HVO was previously disabled on arm64 [1] due to the lack of necessary
BBM(break-before-make) logic when changing page tables.
This set of patches fix this by adding necessary BBM sequence when
changing page table, and supporting vmemmap page fault handling to
fixup kernel address fault if vmemmap is concurrently accessed.

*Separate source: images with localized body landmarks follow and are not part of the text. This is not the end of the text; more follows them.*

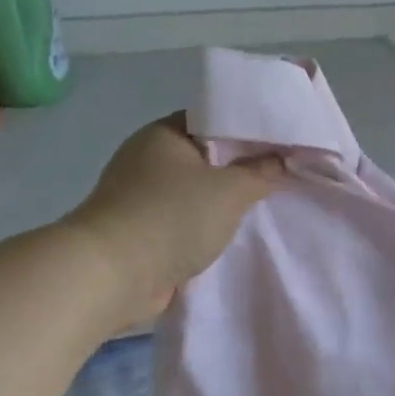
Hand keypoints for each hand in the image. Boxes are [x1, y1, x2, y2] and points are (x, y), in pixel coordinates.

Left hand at [64, 115, 284, 321]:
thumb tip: (279, 160)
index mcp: (163, 134)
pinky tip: (232, 236)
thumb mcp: (230, 190)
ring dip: (221, 203)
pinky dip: (204, 228)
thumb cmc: (173, 217)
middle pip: (205, 158)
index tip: (280, 145)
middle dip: (239, 169)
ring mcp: (140, 197)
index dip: (247, 130)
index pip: (212, 120)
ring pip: (194, 193)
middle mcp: (147, 159)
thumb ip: (260, 173)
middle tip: (280, 177)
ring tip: (263, 207)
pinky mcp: (140, 231)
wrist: (114, 275)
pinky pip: (183, 222)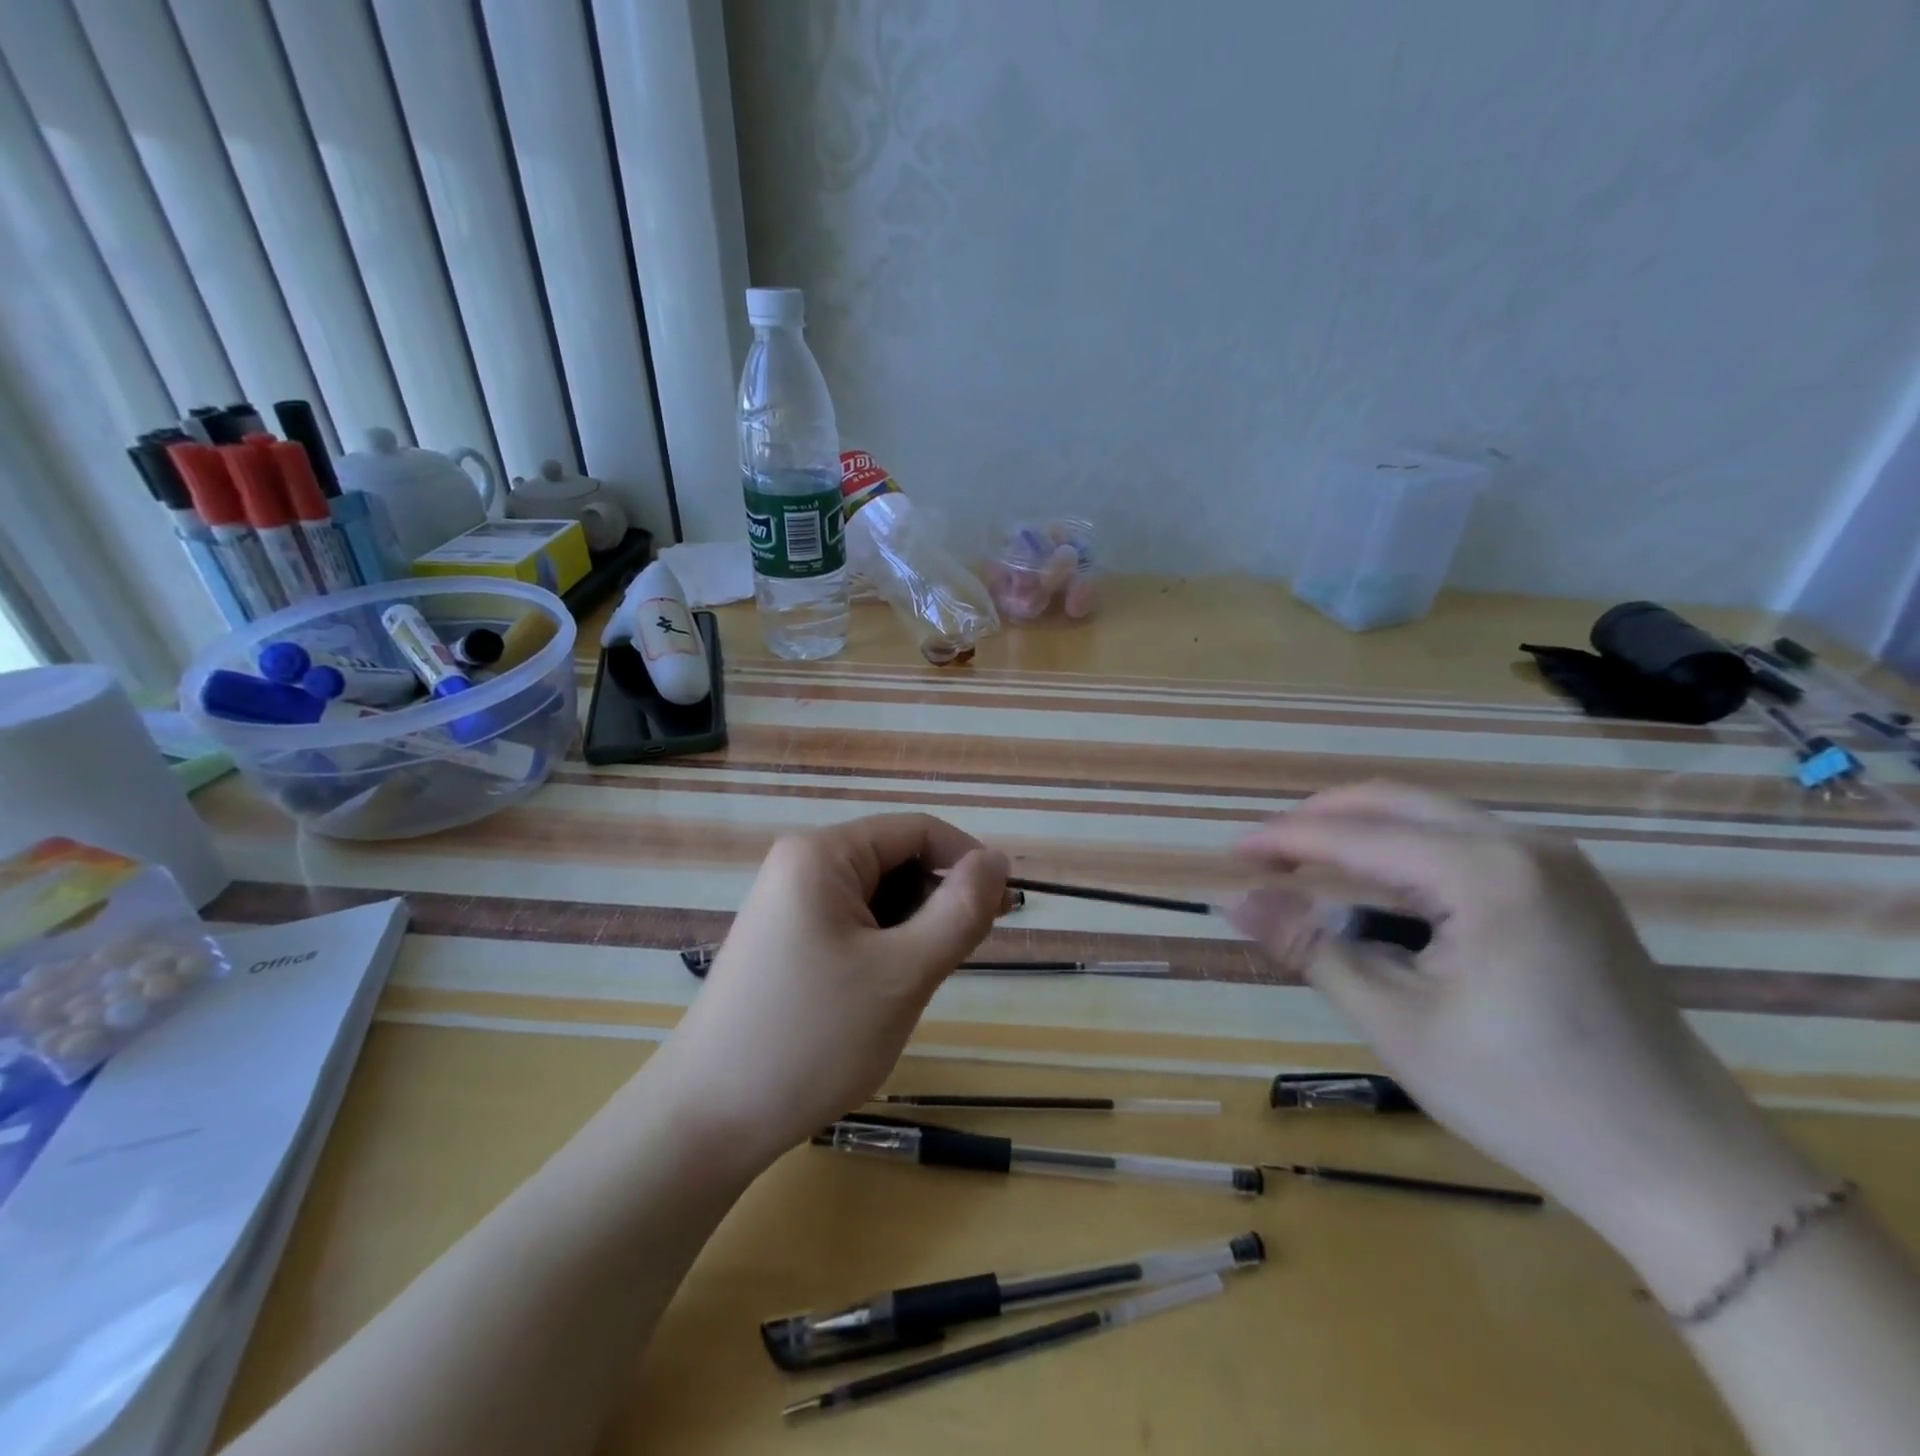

[1] commit 060a2c92d1b6 ("arm64: mm: hugetlb: Disable HUGETLB_PAGE_OPTIMIZE_VMEMMAP")
Nanyong Sun (3):
mm: HVO: introduce helper function to update and flush pgtable
arm64: mm: HVO: support BBM of vmemmap pgtable safely
arm64: mm: Re-enable OPTIMIZE_HUGETLB_VMEMMAP
arch/arm64/Kconfig | 1 +
arch/arm64/include/asm/esr.h | 4 ++
arch/arm64/include/asm/mmu.h | 20 ++++++++
arch/arm64/mm/fault.c | 94 ++++++++++++++++++++++++++++++++++++
arch/arm64/mm/mmu.c | 28 +++++++++++
mm/hugetlb_vmemmap.c | 55 ++++++++++++++++-----
6 files changed, 190 insertions(+), 12 deletions(-)
--
2.25.1
Now update of vmemmap page table can follow the rule of
break-before-make safely for arm64 architecture, re-enable
HVO on arm64.
Signed-off-by: Nanyong Sun <[email protected]>
---
arch/arm64/Kconfig | 1 +
1 file changed, 1 insertion(+)
diff --git a/arch/arm64/Kconfig b/arch/arm64/Kconfig
index 7b071a00425d..43e3d5576fb2 100644
--- a/arch/arm64/Kconfig
+++ b/arch/arm64/Kconfig
@@ -103,6 +103,7 @@ config ARM64
select ARCH_WANT_DEFAULT_TOPDOWN_MMAP_LAYOUT
select ARCH_WANT_FRAME_POINTERS
select ARCH_WANT_HUGE_PMD_SHARE if ARM64_4K_PAGES || (ARM64_16K_PAGES && !ARM64_VA_BITS_36)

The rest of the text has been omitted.